View My GitHub Profile


Index page

Backprop

Looking at backpropagation from scratch because somehow I have not done that yet.

So I realized we cheated and used Zygote the last time around and so I wanted to do backprop from scratch. Also, I found some more nice things which I did not know so oh well why not.

Data

First let us load our data. For this we use a package for now. (I might do a separate one on loading different types of data and maybe fixing our dataloader at some point). We just load the train and test directly. We are going with MNIST which is basically a set of images of numbers from 1 to 10 in black and white.

using MLDatasets
train_x, train_y = MNIST.traindata()
test_x,  test_y  = MNIST.testdata();

One hot

Now we need to one hot encode the labels. This means that we make a dataframe of sorts with 10 rows and if the current element is present in it, we just put a 1 there and leave the rest of the rows blank. We do this for the entire dataset. Another thing to notice is the reshape. So for our test, we take just 1000 examples. We also reshape the entire array into (nn, num_of_data) where n is the size of the image. Here all our images are 28x28 so we take (2828 = 784, 1000). We then apply one hot to them.

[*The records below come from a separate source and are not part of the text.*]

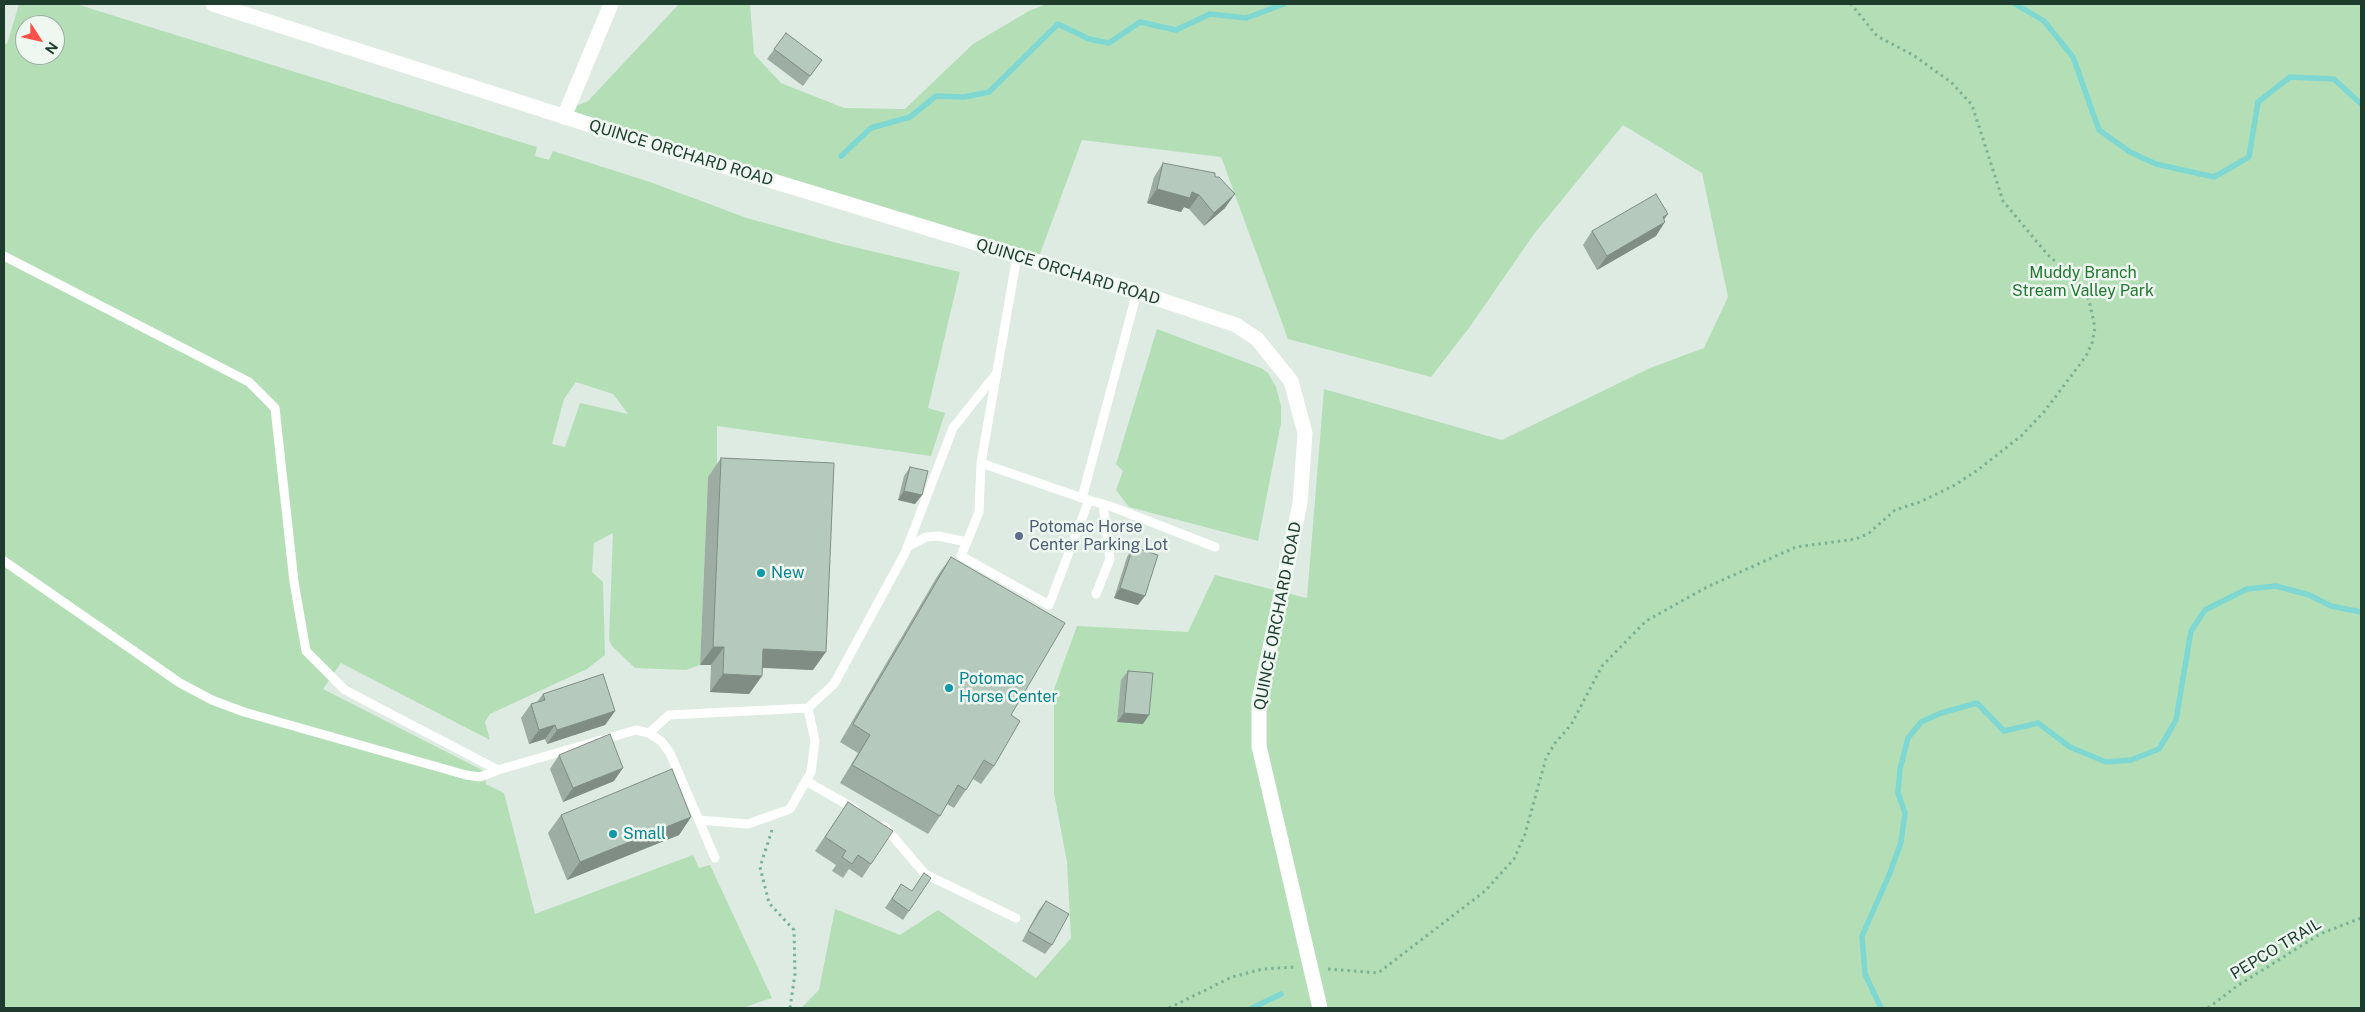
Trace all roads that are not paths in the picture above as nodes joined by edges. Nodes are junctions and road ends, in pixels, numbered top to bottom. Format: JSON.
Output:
{"nodes":[{"id":1,"x":213,"y":4,"type":"edge"},
{"id":2,"x":611,"y":4,"type":"edge"},
{"id":3,"x":564,"y":117,"type":"junction"},
{"id":4,"x":4,"y":256,"type":"edge"},
{"id":5,"x":1016,"y":256,"type":"junction"},
{"id":6,"x":1137,"y":292,"type":"junction"},
{"id":7,"x":996,"y":374,"type":"junction"},
{"id":8,"x":981,"y":463,"type":"junction"},
{"id":9,"x":1086,"y":499,"type":"junction"},
{"id":10,"x":1103,"y":504,"type":"junction"},
{"id":11,"x":967,"y":542,"type":"junction"},
{"id":12,"x":907,"y":547,"type":"junction"},
{"id":13,"x":1215,"y":547,"type":"dead end"},
{"id":14,"x":4,"y":561,"type":"edge"},
{"id":15,"x":1096,"y":594,"type":"dead end"},
{"id":16,"x":808,"y":708,"type":"junction"},
{"id":17,"x":649,"y":733,"type":"junction"},
{"id":18,"x":498,"y":770,"type":"junction"},
{"id":19,"x":806,"y":781,"type":"junction"},
{"id":20,"x":863,"y":814,"type":"edge"},
{"id":21,"x":699,"y":820,"type":"junction"},
{"id":22,"x":880,"y":824,"type":"edge"},
{"id":23,"x":715,"y":858,"type":"dead end"},
{"id":24,"x":1016,"y":918,"type":"dead end"},
{"id":25,"x":1320,"y":1008,"type":"edge"}],
"edges":[{"from":1,"to":3,"type":"street","name":"QUINCE ORCHARD ROAD"},
{"from":2,"to":3,"type":"street"},
{"from":3,"to":5,"type":"street","name":"QUINCE ORCHARD ROAD"},
{"from":4,"to":18,"type":"lane"},
{"from":5,"to":6,"type":"street","name":"QUINCE ORCHARD ROAD"},
{"from":5,"to":7,"type":"lane"},
{"from":6,"to":9,"type":"lane"},
{"from":6,"to":25,"type":"street","name":"QUINCE ORCHARD ROAD"},
{"from":7,"to":8,"type":"lane"},
{"from":7,"to":12,"type":"lane"},
{"from":8,"to":9,"type":"lane"},
{"from":8,"to":11,"type":"lane"},
{"from":9,"to":10,"type":"lane"},
{"from":9,"to":11,"type":"lane"},
{"from":10,"to":13,"type":"lane"},
{"from":10,"to":15,"type":"lane"},
{"from":11,"to":12,"type":"lane"},
{"from":12,"to":16,"type":"lane"},
{"from":14,"to":18,"type":"lane"},
{"from":16,"to":17,"type":"lane"},
{"from":16,"to":19,"type":"lane"},
{"from":17,"to":18,"type":"lane"},
{"from":17,"to":21,"type":"lane"},
{"from":19,"to":20,"type":"lane"},
{"from":19,"to":21,"type":"lane"},
{"from":21,"to":23,"type":"lane"},
{"from":22,"to":24,"type":"lane"}]}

images, labels = (reshape(train_x[:,:,1:1000], (28*28, 1000)), train_y[1:1000])
one_hot_labels = zeros(10,length(labels))
for (i,l) in enumerate(labels)
    one_hot_labels[l+1, i] = 1.0
end
labels = one_hot_labels

Rinse and repeat for test set.

test_images = reshape(test_x, (28*28, size(test_x,3)))
test_labels = zeros((10, size(test_x,3)))

for (i,l) in enumerate(test_y)
    test_labels[l+1, i] = 1.0
end

Constants and activations

We now define ReLU and its derivative. $$\frac{\mathrm{d}\left( x \right)}{dx} = 1$$

We also define some constants like batch size (number of elements taken at once). Learning rate α and number of iterations/epochs. Pixels per image is just 28*28 and we have 10 labels. As for hidden size, that is a parameter which defines how deep our network will be.

relu(x) = x > 0 ? x : 0
relu2deriv(x) = x > 0 ? 1 : 0
batch_size = 100
α, iterations = (0.001, 100)
pixels_per_image, num_labels, hidden_size = (784, 10, 100)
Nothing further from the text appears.